┌──

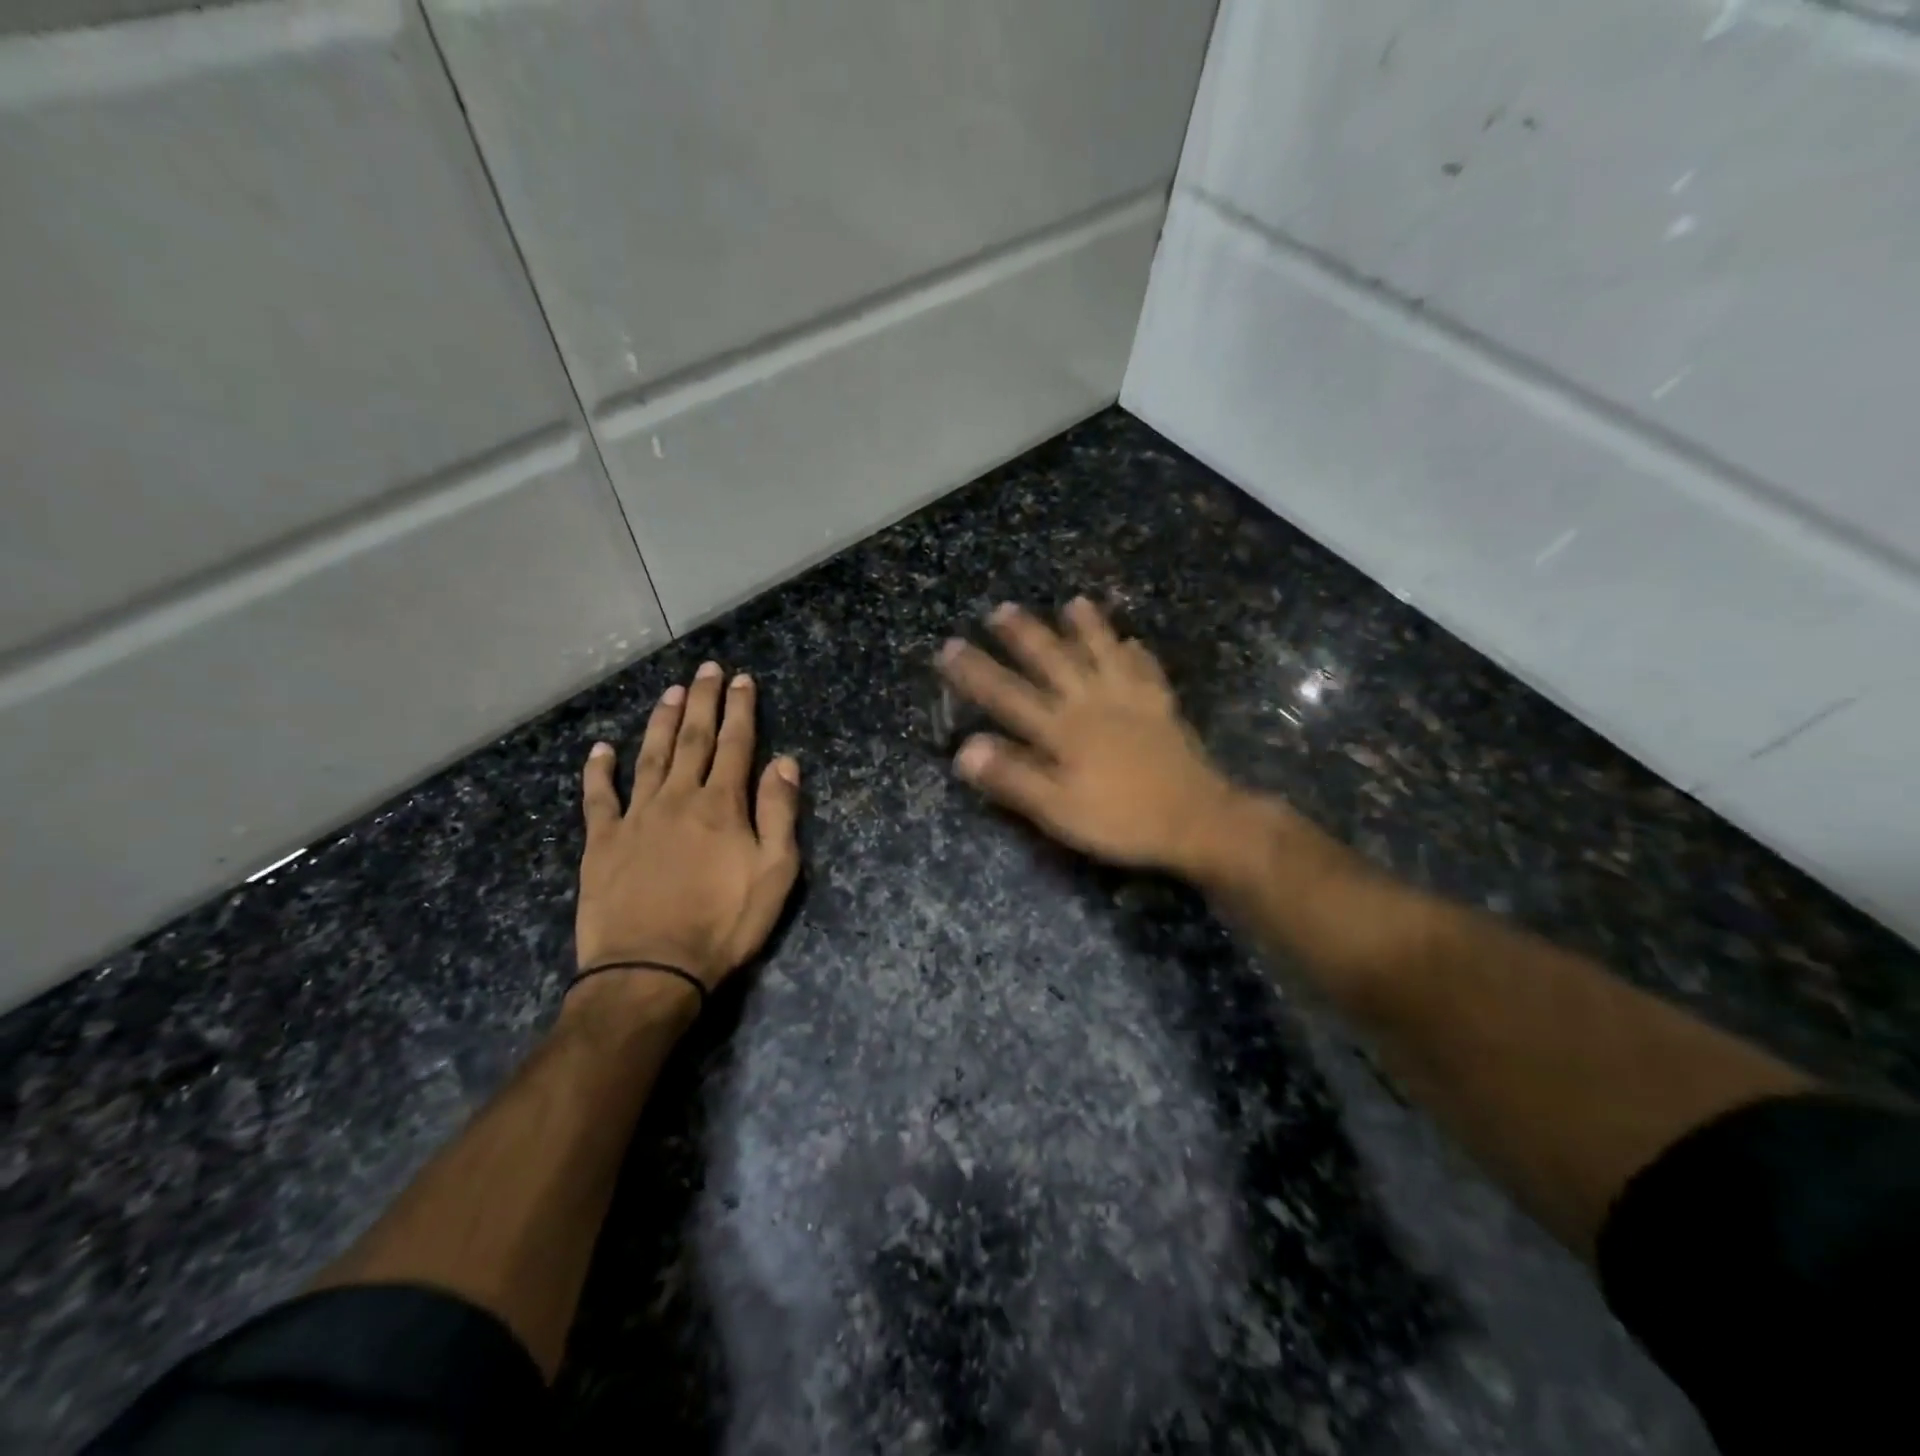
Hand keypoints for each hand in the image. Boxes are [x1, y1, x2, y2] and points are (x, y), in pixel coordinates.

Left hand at [575, 661, 801, 990]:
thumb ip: (779, 813)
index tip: (742, 680)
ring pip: (649, 756)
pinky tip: (601, 748)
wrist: (651, 969)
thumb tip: (784, 761)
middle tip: (706, 669)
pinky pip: (599, 797)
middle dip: (702, 701)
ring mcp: (636, 817)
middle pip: (692, 739)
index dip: (740, 709)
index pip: (736, 745)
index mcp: (722, 805)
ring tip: (668, 692)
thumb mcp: (775, 873)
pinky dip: (599, 770)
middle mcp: (678, 798)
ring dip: (660, 721)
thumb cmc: (724, 924)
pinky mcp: (602, 842)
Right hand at [937, 599, 1239, 875]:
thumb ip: (1013, 777)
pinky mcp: (1161, 707)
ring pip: (1103, 652)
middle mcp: (1091, 703)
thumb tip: (965, 750)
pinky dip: (1136, 653)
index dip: (975, 672)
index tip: (949, 646)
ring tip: (1073, 602)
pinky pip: (1146, 670)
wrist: (1196, 820)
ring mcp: (1130, 700)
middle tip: (1002, 609)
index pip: (1008, 695)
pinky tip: (1134, 642)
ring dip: (1086, 628)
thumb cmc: (1121, 820)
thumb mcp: (1058, 809)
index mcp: (1062, 730)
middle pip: (1053, 660)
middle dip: (1024, 634)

└──

Work required — From the material above, set down exactly the lines between the line holding "Left hand at" and the line holding "middle mcp: (678, 798)", inclusive. Include nothing else.

Result for this task —
Left hand at [575, 661, 801, 990]:
thumb ip: (779, 813)
index tip: (742, 680)
ring pip: (649, 756)
pinky tip: (601, 748)
wrist: (651, 969)
thumb tip: (784, 761)
middle tip: (706, 669)
pinky pip: (599, 797)
middle dip: (702, 701)
ring mcp: (636, 817)
middle pip: (692, 739)
index dip: (740, 709)
index pip: (736, 745)
index mcp: (722, 805)
ring tip: (668, 692)
thumb mcp: (775, 873)
pinky dip: (599, 770)
middle mcp: (678, 798)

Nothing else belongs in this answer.